1554860 - Investigate the low number clients sending the 'metrics' ping

Assignee

Description

•

6 years ago

We're seeing a low number of clients sending the metrics ping, much lower than the number of clients sending events and baseline ping. We should figure out why. See bug 1552507 comment 3 for more details.

Alessio Placitelli [:Dexter]

Assignee

Updated

•

6 years ago

Priority: -- → P1

Whiteboard: [telemetry:mobilesdk:m8]

Chris H-C :chutten

Comment 1

•

6 years ago

•

Edited

If it's actually an uptake curve, looking at this in terms of buildids would be a quick way to check... so I did that.

Here's a look at the client counts over 3 months reported by "metrics" pings per-build-day: https://sql.telemetry.mozilla.org/queries/62922/source#161431

For comparison, here's the same thing with the same scale from the "events" ping and from the "baseline" ping.
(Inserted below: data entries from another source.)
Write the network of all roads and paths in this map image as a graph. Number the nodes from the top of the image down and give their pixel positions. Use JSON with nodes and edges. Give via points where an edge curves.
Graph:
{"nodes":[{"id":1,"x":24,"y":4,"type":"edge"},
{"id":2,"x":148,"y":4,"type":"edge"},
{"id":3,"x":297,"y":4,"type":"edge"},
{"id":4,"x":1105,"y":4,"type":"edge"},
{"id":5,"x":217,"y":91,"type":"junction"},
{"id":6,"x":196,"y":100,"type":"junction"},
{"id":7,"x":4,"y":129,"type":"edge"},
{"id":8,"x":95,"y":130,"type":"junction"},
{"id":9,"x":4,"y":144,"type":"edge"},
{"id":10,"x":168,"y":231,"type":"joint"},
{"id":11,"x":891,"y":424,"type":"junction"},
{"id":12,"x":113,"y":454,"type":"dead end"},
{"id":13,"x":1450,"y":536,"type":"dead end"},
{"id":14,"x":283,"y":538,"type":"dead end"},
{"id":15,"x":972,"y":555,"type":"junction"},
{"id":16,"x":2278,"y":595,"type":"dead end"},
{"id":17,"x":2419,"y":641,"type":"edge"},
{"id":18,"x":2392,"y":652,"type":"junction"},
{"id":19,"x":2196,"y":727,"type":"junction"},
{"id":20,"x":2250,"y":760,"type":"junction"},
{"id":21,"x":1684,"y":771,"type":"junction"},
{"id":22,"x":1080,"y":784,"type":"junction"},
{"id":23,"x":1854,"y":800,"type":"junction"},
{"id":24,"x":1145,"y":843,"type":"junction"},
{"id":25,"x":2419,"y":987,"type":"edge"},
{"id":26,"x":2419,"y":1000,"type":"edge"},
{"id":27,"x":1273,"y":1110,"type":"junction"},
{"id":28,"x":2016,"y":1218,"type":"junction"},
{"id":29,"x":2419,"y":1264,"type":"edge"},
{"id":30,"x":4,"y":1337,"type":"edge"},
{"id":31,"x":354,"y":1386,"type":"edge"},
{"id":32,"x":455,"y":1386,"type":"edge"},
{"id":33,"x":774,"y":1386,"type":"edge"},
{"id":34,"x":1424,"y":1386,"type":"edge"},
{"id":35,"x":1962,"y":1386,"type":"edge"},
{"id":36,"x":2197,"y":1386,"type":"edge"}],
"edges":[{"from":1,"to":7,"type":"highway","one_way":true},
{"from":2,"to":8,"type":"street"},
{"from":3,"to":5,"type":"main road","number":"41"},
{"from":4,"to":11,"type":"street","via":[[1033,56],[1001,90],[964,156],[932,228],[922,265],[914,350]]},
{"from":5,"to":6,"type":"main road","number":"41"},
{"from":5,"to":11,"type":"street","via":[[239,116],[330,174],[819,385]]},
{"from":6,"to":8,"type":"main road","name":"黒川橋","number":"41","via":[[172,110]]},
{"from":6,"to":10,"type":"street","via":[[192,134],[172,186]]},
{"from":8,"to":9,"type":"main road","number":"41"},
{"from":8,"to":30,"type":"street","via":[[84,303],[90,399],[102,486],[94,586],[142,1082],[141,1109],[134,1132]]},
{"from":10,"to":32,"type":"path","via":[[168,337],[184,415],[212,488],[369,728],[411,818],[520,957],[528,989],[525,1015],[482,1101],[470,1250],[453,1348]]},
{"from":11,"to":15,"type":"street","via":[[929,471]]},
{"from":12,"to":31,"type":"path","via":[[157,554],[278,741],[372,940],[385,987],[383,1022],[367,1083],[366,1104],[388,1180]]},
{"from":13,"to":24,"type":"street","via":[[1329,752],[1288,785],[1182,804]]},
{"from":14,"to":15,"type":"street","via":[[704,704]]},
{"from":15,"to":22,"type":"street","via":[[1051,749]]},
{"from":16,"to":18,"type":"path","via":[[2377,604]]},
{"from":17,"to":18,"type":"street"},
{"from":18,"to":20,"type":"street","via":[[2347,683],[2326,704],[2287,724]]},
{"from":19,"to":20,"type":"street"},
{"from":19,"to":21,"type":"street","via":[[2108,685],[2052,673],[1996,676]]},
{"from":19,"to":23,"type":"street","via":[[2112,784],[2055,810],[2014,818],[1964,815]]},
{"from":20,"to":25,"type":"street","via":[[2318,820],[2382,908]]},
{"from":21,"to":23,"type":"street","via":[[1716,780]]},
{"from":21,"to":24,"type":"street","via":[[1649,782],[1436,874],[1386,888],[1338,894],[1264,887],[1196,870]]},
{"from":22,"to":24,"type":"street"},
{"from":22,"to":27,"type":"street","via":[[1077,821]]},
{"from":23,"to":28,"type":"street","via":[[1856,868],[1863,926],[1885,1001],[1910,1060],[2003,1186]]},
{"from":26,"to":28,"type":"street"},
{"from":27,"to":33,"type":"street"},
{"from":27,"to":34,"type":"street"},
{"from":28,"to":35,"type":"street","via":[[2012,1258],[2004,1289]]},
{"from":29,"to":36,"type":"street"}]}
Note that even with modern builds the client count according to "metrics" pings aren't quite at the levels that the "baseline" and "events" pings agree on.

[Edited to add] This slight deflation seen in modern (May 26+) builds could be due to the "metrics" pings' relative infrequency of sending, so maybe we're seeing proper numbers now... but still.

Also of note is there's no obvious "Ah-ha, builds from -this- date are when we start seeing the correct numbers", suggesting that maybe this doesn't have as much to do with builds as I originally surmised.

Alessio Placitelli [:Dexter]

Assignee

Comment 2

•

6 years ago

(In reply to Chris H-C :chutten from comment #1)

If it's actually an uptake curve, looking at this in terms of buildids would be a quick way to check... so I did that.

Here's a look at the client counts over 3 months reported by "metrics" pings per-build-day: https://sql.telemetry.mozilla.org/queries/62922/source#161431

For comparison, here's the same thing with the same scale from the "events" ping and from the "baseline" ping.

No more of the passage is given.